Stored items
*** Block opens ***

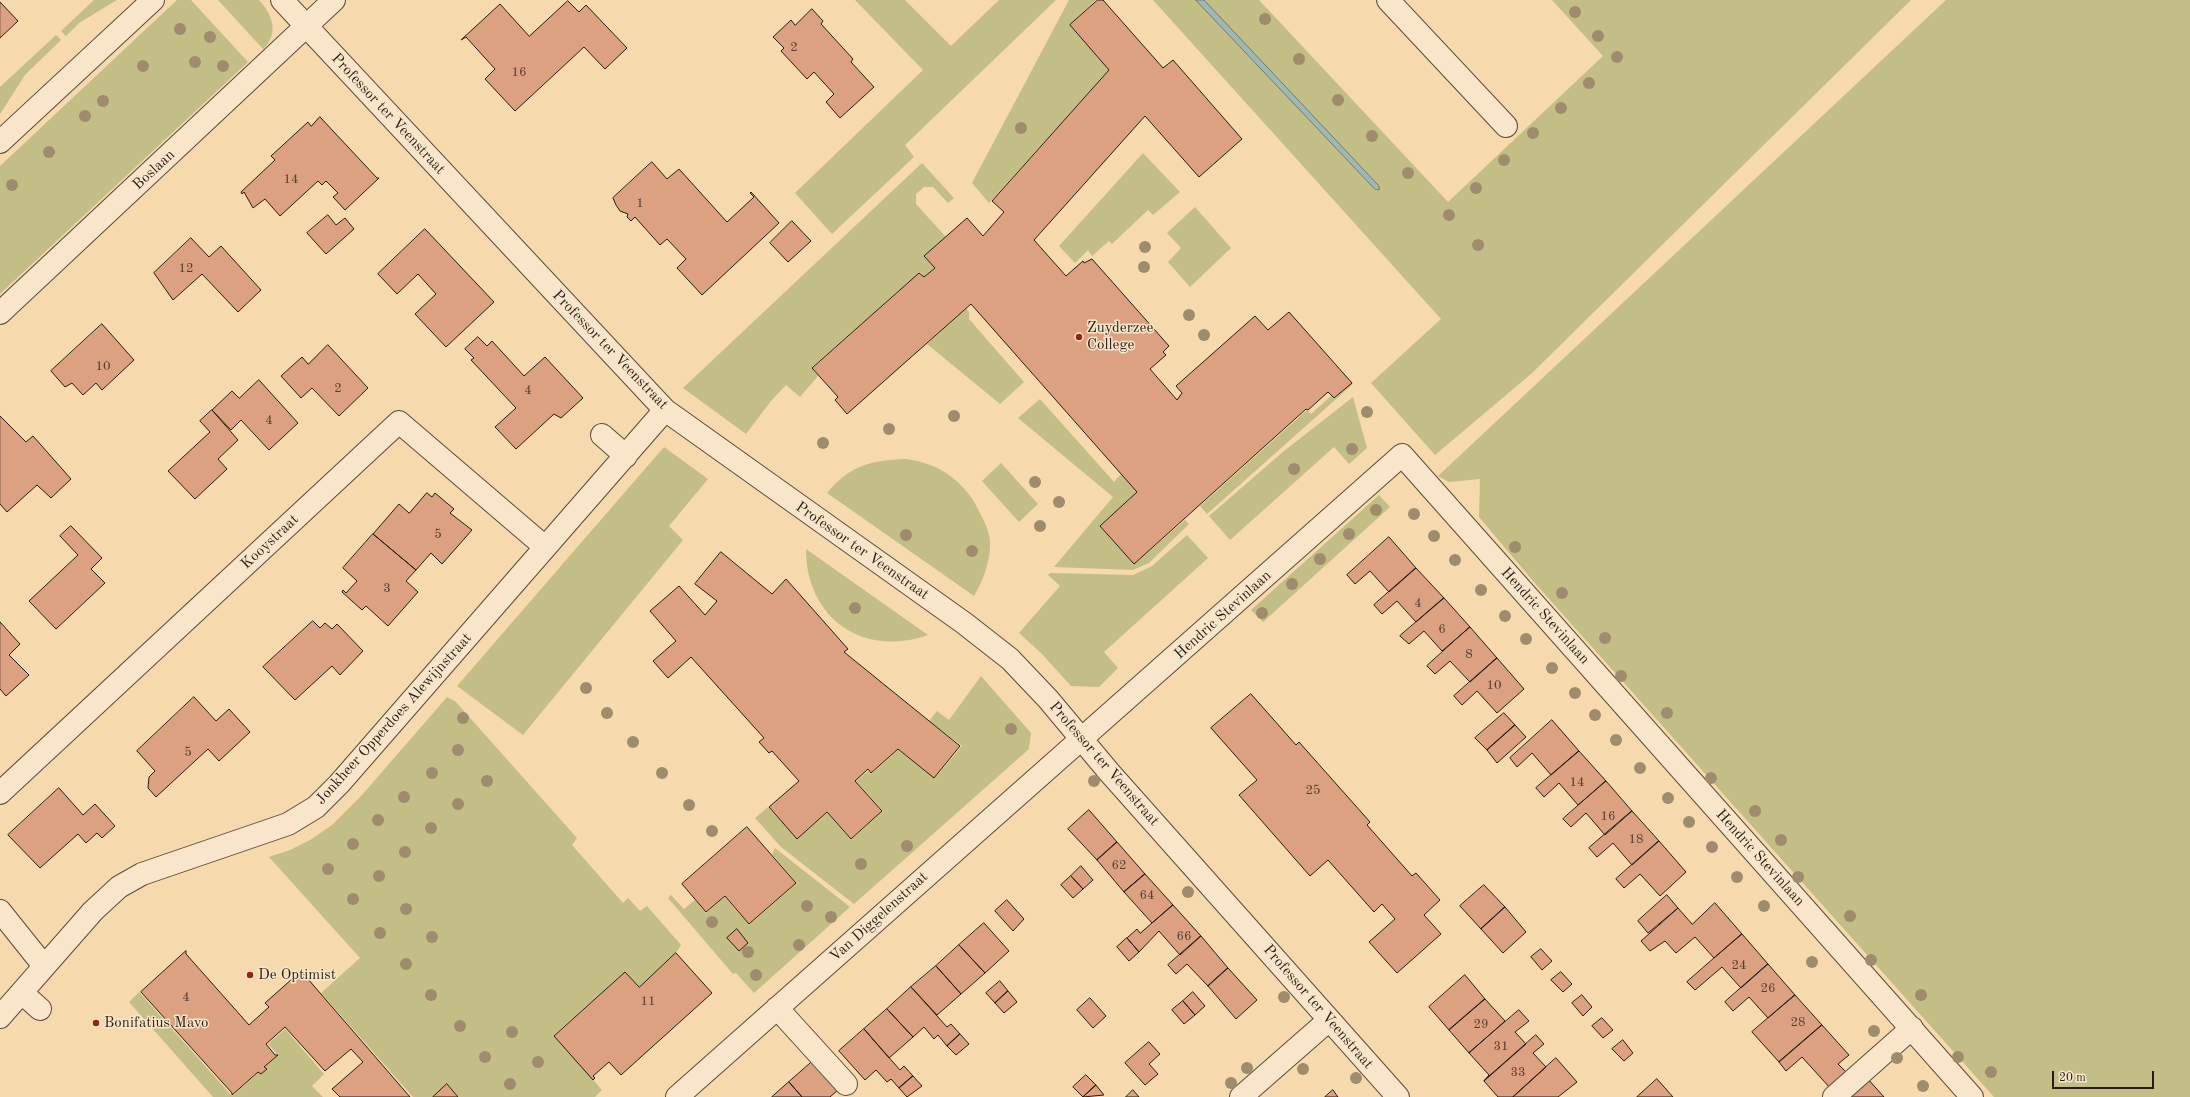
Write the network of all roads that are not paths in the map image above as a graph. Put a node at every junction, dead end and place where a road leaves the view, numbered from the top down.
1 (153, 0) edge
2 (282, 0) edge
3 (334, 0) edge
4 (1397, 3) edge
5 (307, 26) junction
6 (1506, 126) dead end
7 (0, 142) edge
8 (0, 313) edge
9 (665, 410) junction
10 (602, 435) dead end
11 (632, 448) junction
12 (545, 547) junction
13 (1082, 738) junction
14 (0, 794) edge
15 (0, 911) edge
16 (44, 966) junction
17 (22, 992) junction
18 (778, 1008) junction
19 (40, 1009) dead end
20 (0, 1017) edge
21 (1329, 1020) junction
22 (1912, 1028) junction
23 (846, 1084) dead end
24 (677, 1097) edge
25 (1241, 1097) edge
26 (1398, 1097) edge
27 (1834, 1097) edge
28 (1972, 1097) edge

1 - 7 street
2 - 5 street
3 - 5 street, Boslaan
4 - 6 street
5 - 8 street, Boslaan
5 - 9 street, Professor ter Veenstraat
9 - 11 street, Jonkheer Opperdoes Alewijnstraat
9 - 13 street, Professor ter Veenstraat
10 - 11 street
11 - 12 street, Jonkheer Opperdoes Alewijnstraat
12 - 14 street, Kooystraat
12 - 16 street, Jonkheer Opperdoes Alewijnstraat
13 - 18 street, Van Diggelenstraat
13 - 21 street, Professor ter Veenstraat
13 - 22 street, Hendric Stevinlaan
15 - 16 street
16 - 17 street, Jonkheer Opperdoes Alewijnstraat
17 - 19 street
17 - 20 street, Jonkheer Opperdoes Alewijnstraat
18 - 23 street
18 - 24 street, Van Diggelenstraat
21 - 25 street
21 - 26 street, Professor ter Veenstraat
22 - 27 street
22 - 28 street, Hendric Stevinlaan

*** Block closes ***
*** Block opens ***

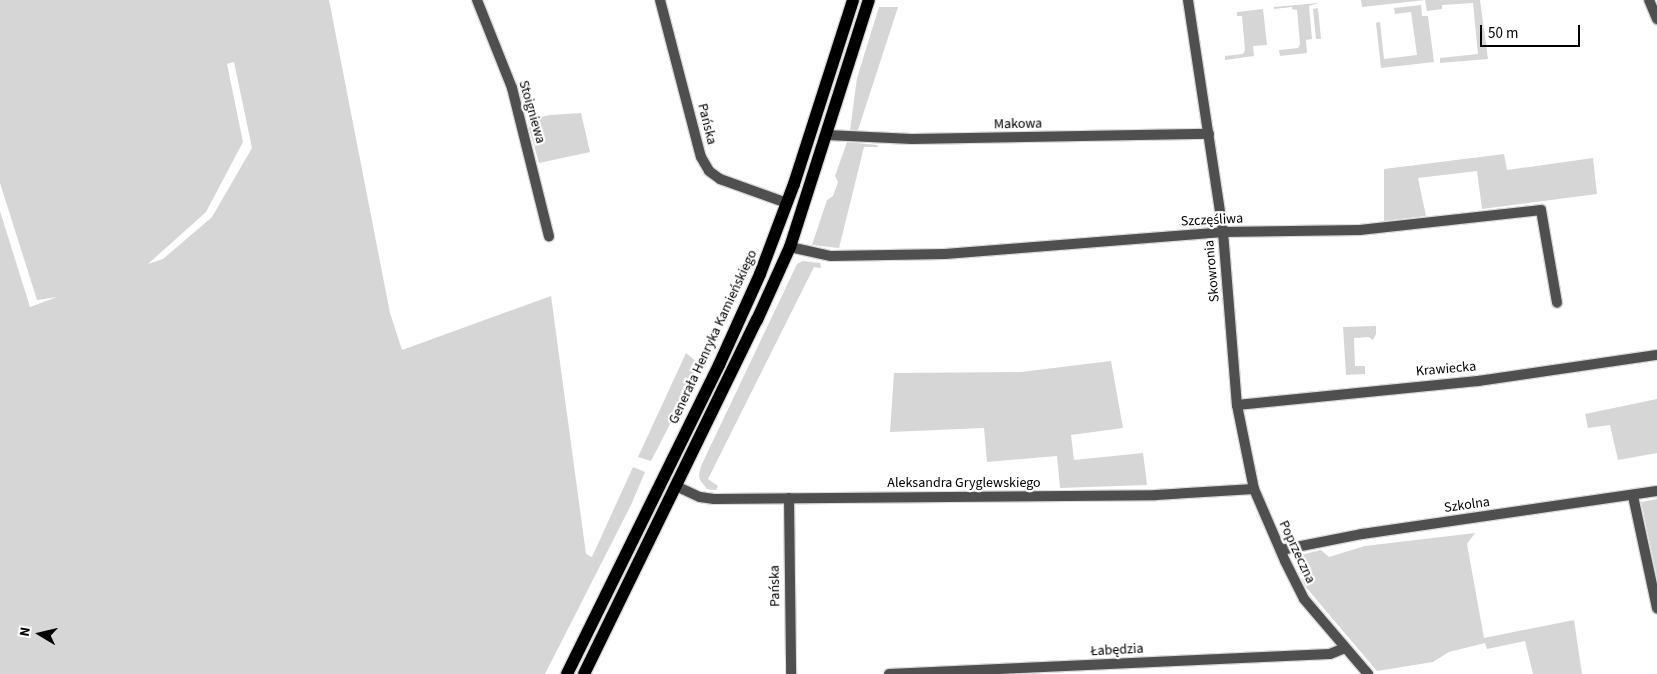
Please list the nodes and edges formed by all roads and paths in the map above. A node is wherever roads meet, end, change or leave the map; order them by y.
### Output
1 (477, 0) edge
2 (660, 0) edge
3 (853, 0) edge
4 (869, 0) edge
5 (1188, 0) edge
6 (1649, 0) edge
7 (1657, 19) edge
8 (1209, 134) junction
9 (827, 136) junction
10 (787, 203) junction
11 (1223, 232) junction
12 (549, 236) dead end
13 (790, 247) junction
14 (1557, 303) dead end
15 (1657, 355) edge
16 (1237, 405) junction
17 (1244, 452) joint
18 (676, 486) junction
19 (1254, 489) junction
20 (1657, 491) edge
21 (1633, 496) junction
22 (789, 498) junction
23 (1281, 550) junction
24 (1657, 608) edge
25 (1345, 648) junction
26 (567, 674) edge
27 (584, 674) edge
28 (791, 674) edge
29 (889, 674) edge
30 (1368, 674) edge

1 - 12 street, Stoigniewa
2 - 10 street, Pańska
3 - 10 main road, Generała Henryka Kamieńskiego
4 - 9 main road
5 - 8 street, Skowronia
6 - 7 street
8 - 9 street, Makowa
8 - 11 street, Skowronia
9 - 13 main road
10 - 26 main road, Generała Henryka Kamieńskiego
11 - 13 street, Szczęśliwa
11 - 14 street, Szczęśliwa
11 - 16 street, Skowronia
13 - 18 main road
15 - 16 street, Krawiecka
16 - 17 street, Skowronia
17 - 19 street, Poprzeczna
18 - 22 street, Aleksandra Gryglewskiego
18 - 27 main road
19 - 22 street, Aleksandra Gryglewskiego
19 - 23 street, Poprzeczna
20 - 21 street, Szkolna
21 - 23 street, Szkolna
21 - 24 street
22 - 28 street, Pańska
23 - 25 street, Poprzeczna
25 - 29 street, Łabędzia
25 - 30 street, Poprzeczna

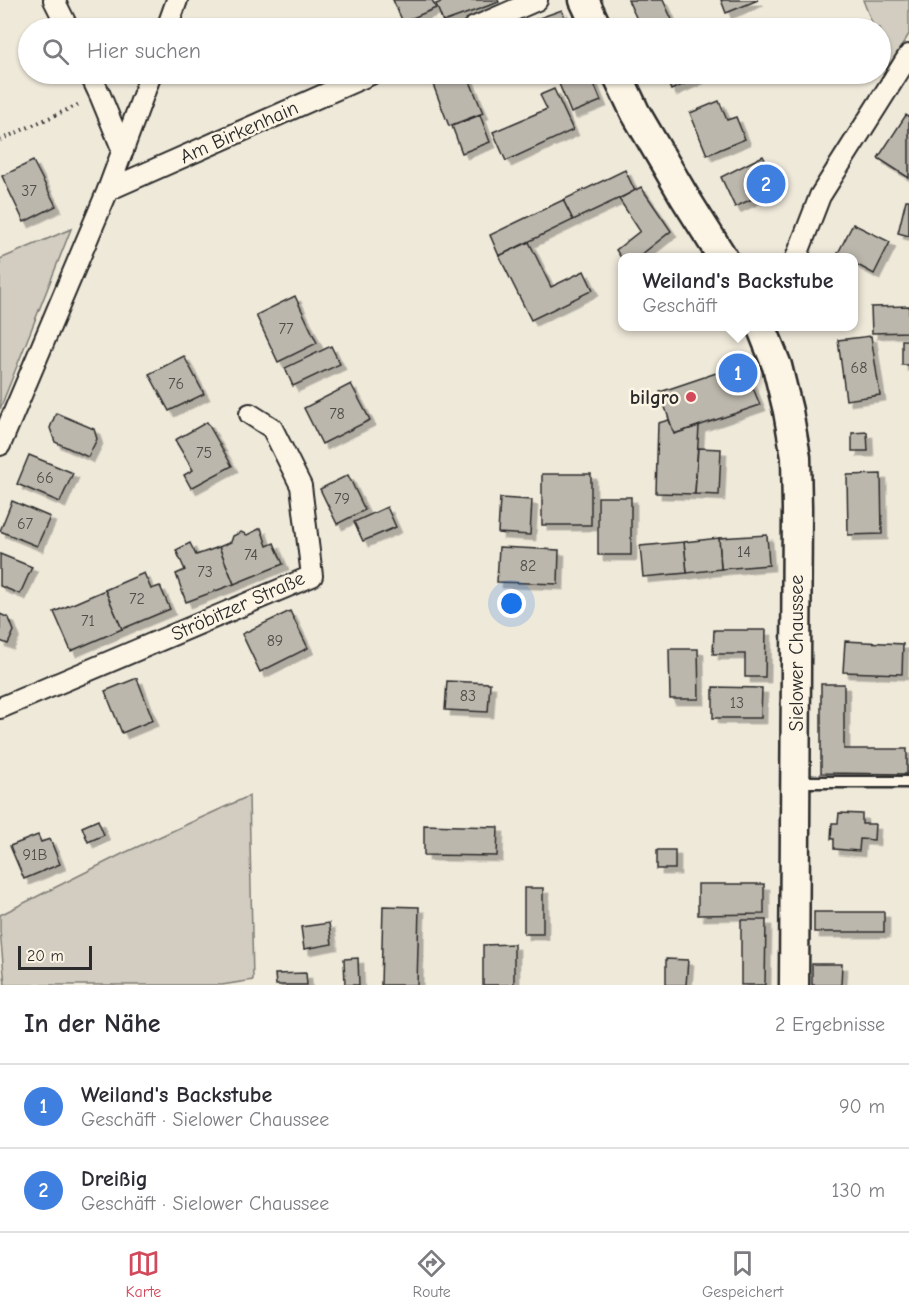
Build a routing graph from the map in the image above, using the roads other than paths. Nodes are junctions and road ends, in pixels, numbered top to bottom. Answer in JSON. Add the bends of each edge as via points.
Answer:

*** Block closes ***

> [INSTRUCTIONS FOR THE TASK] When a line in the records above contains the word "Answer", copy it.

> [OUTPUT]
Build a routing graph from the map in the image above, using the roads other than paths. Nodes are junctions and road ends, in pixels, numbered top to bottom. Answer in JSON. Add the bends of each edge as via points.
Answer:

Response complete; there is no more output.